• **Brief**
All records are to be reproduced verbatim, with images omitted.

• **Extracted material**
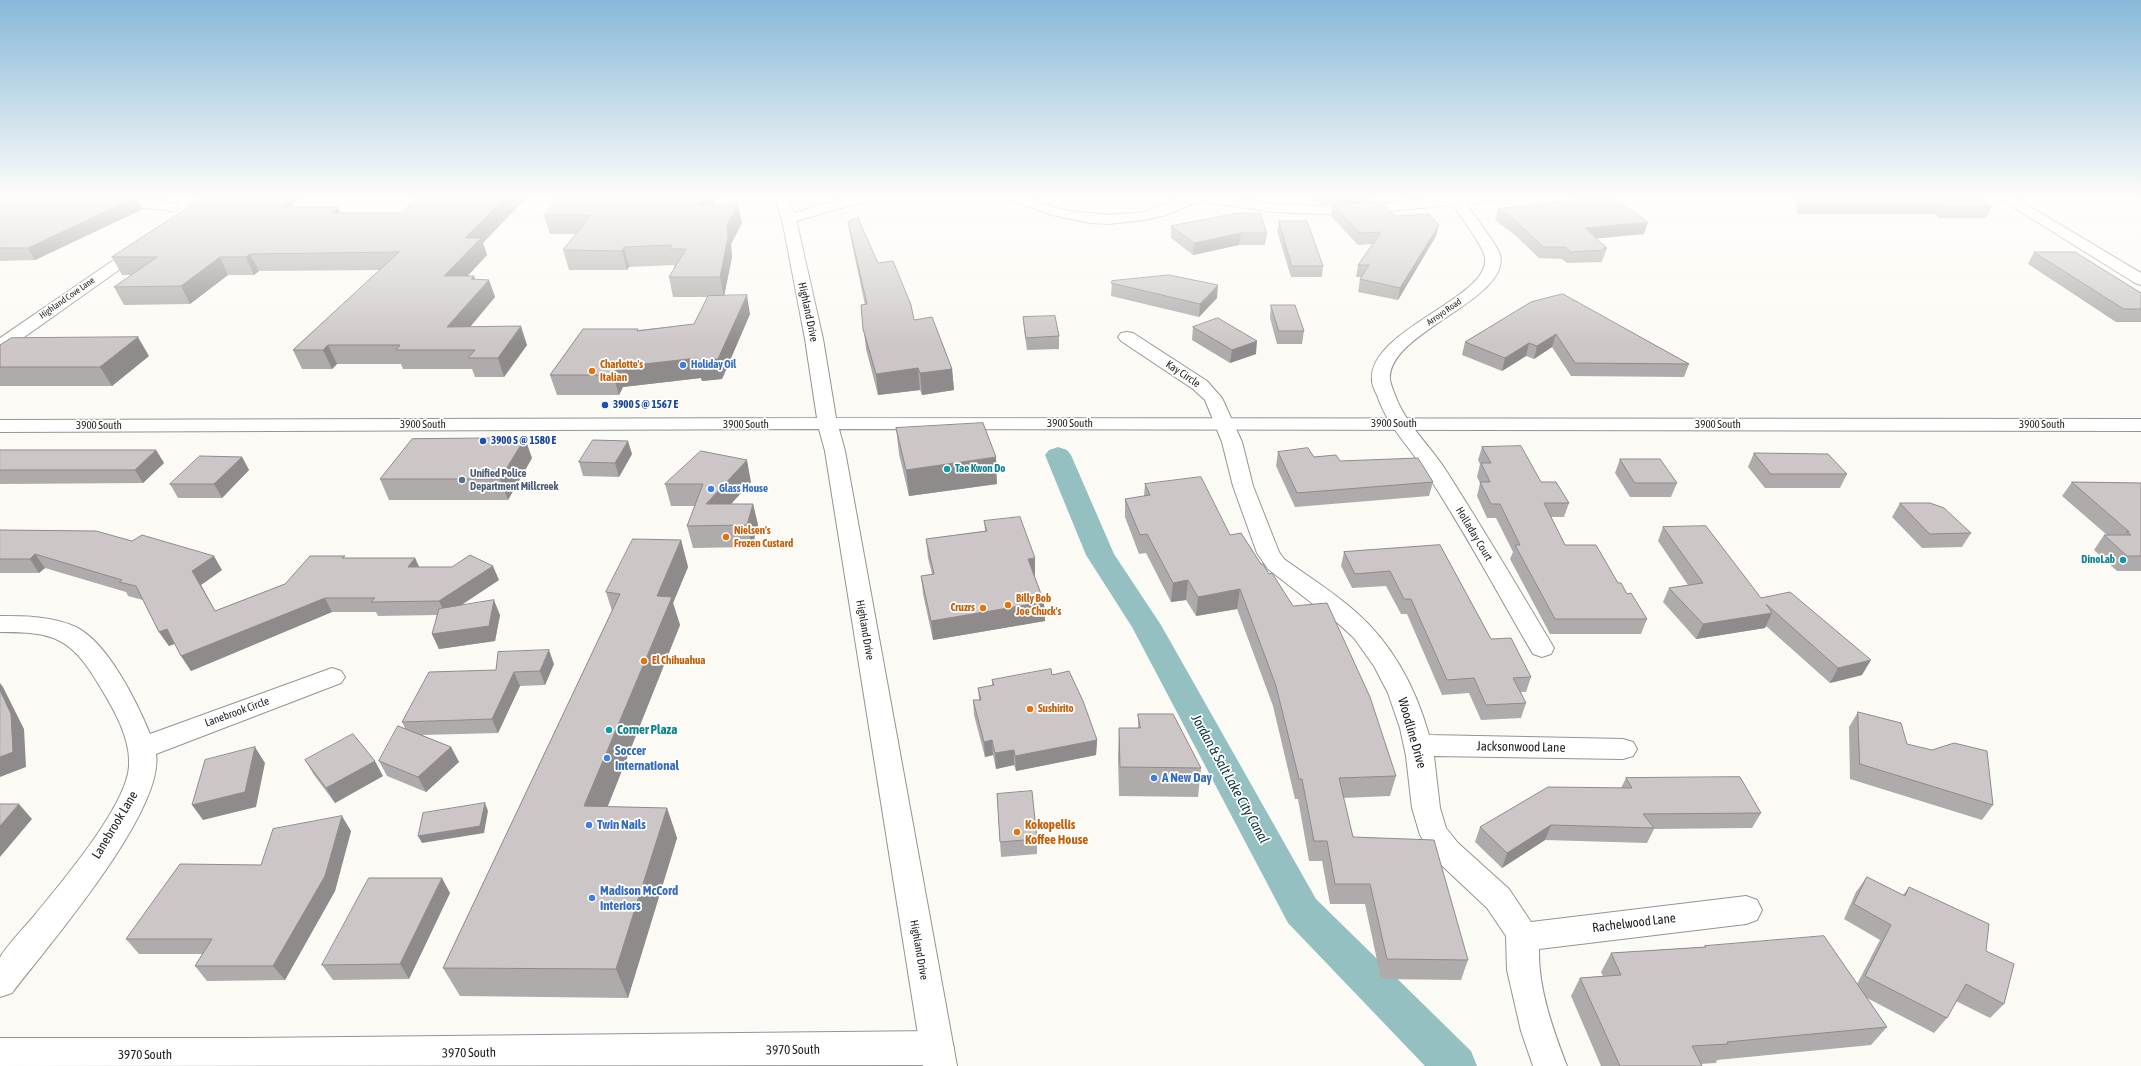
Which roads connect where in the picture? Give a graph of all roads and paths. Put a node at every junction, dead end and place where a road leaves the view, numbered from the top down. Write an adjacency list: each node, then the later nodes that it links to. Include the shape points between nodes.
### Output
1 (142, 247): 7 (street, Highland Cove Lane)
2 (795, 247): 10 (street, Highland Drive)
3 (1488, 247): 9 (street, Arroyo Road, via 1493,260 1492,268 1478,288 1403,341 1384,363 1381,381)
4 (2086, 247): 5 (street)
5 (2141, 280)
6 (1127, 337): 8 (street, Kay Circle, via 1207,391 1213,398)
7 (0, 346)
8 (1224, 424): 9 (street, 3900 South); 10 (street, 3900 South); 16 (street, Woodline Drive, via 1268,554 1276,564 1350,619 1379,652 1400,692)
9 (1399, 424): 11 (street, 3900 South); 14 (street, Holladay Court, via 1436,471)
10 (828, 425): 12 (street, 3900 South); 23 (street, Highland Drive, via 835,450)
11 (2141, 425)
12 (0, 426)
13 (0, 624): 17 (street, Lanebrook Lane, via 61,630 86,646 104,671 130,717)
14 (1542, 648)
15 (332, 677): 17 (street, Lanebrook Circle)
16 (1418, 745): 18 (street, Jacksonwood Lane); 20 (street, Woodline Drive, via 1431,828 1458,862 1508,910)
17 (142, 748): 21 (street, Lanebrook Lane, via 143,769 135,795 117,826 95,860)
18 (1624, 749)
19 (1746, 910): 20 (street, Rachelwood Lane)
20 (1523, 937): 25 (street, via 1522,968)
21 (0, 982)
22 (0, 1055): 24 (street, 3970 South)
23 (938, 1057): 24 (street, 3970 South)
24 (245, 1060)
25 (1550, 1066)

• **Solution**
Which roads connect where in the picture? Give a graph of all roads and paths. Put a node at every junction, dead end and place where a road leaves the view, numbered from the top down. Write an adjacency list: each node, then the later nodes that it links to. Include the shape points between nodes.
### Output
1 (142, 247): 7 (street, Highland Cove Lane)
2 (795, 247): 10 (street, Highland Drive)
3 (1488, 247): 9 (street, Arroyo Road, via 1493,260 1492,268 1478,288 1403,341 1384,363 1381,381)
4 (2086, 247): 5 (street)
5 (2141, 280)
6 (1127, 337): 8 (street, Kay Circle, via 1207,391 1213,398)
7 (0, 346)
8 (1224, 424): 9 (street, 3900 South); 10 (street, 3900 South); 16 (street, Woodline Drive, via 1268,554 1276,564 1350,619 1379,652 1400,692)
9 (1399, 424): 11 (street, 3900 South); 14 (street, Holladay Court, via 1436,471)
10 (828, 425): 12 (street, 3900 South); 23 (street, Highland Drive, via 835,450)
11 (2141, 425)
12 (0, 426)
13 (0, 624): 17 (street, Lanebrook Lane, via 61,630 86,646 104,671 130,717)
14 (1542, 648)
15 (332, 677): 17 (street, Lanebrook Circle)
16 (1418, 745): 18 (street, Jacksonwood Lane); 20 (street, Woodline Drive, via 1431,828 1458,862 1508,910)
17 (142, 748): 21 (street, Lanebrook Lane, via 143,769 135,795 117,826 95,860)
18 (1624, 749)
19 (1746, 910): 20 (street, Rachelwood Lane)
20 (1523, 937): 25 (street, via 1522,968)
21 (0, 982)
22 (0, 1055): 24 (street, 3970 South)
23 (938, 1057): 24 (street, 3970 South)
24 (245, 1060)
25 (1550, 1066)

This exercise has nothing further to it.